Hoping Henry can help on previous prob.
A ball is thrown upwards from a roof top, 80ft above the ground. It will reach a maximum vertical height and then fall back to the ground. The height of the ball from the ground at time T is H, which is given by H= -16t2 + 64t +80.
V = Vo + g*Tr = 0.
64 + 32Tr = 0,
Tr = 2 s. = Rise time or time to reach max height, H.

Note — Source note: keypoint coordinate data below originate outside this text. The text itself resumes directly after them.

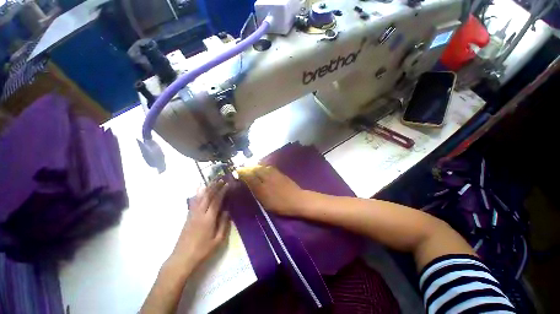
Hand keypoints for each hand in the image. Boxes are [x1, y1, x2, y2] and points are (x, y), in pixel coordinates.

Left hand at [170, 180, 230, 269]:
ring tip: (213, 181)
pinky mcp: (188, 217)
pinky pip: (193, 201)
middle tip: (221, 179)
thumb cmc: (202, 250)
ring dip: (207, 188)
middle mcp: (200, 213)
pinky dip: (198, 194)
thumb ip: (223, 224)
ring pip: (200, 197)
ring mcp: (192, 214)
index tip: (228, 184)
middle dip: (215, 186)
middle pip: (207, 196)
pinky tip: (199, 190)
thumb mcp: (218, 240)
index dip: (222, 191)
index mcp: (208, 219)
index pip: (216, 200)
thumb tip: (227, 210)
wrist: (182, 259)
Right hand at [237, 166, 312, 216]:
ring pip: (262, 167)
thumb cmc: (280, 204)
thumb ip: (256, 190)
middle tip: (243, 169)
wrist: (297, 200)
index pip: (249, 176)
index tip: (237, 171)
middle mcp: (267, 176)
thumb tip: (248, 182)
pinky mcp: (280, 173)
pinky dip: (263, 167)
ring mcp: (274, 174)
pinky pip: (269, 167)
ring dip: (255, 167)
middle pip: (255, 169)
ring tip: (251, 168)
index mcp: (262, 185)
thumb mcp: (265, 201)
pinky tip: (262, 169)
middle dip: (248, 168)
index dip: (242, 173)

H = -16*2^2 + 64*2 + 80 = 144 Ft.
0.5g*Tf^2 = 144.
16Tf^2 = 144,
Tf = 3 s. = fall time.
T = Tr + T = 2 + 3 = 5 s. = Time in flight.
Please elaborate,
How did you come up with 3s for the fall time?
max height reached at t=2
h=0 at t=5
so, 2 seconds rising, 3 seconds falling
he got the 3 by seeing how long it takes to fall 144 ft. s = 1/2 at^2
To find the time it takes for the ball to fall back to the ground (fall time), we need to set up the equation using the formula for the height of the ball at time T:
H = -16t^2 + 64t + 80
We know that the height of the ball at the maximum height is 144 ft, which occurs at time T = 2 s. So, substituting T = 2 into the equation, we have:
144 = -16(2)^2 + 64(2) + 80
Simplifying this equation:
144 = -16(4) + 128 + 80
144 = -64 + 128 + 80
144 = 144
Now, the ball is back on the ground when its height is 0, which means we need to set H = 0 in the equation and solve for the time Tf:
0 = -16Tf^2 + 64Tf + 80
Dividing the equation by 16 to simplify it:
0 = -Tf^2 + 4Tf + 5
To solve this equation, we can factor it or use the quadratic formula. However, in this case, factoring seems to be a bit difficult. So, let's use the quadratic formula:
Tf = (-b ± √(b^2 - 4ac)) / 2a
In our equation, a = -1, b = 4, and c = 5. Substituting these values, we have:
Tf = (-(4) ± √((4)^2 - 4(-1)(5))) / 2(-1)
Simplifying the equation:
Tf = (-4 ± √(16 + 20)) / -2
Tf = (-4 ± √36) / -2
Now, simplify further:
Tf = (-4 ± 6) / -2
We have two possible solutions:
1. Tf = (-4 + 6) / -2 = 2 / -2 = -1 second (which is not possible because time cannot be negative)
2. Tf = (-4 - 6) / -2 = -10 / -2 = 5 seconds
Therefore, the fall time (Tf) is 5 seconds.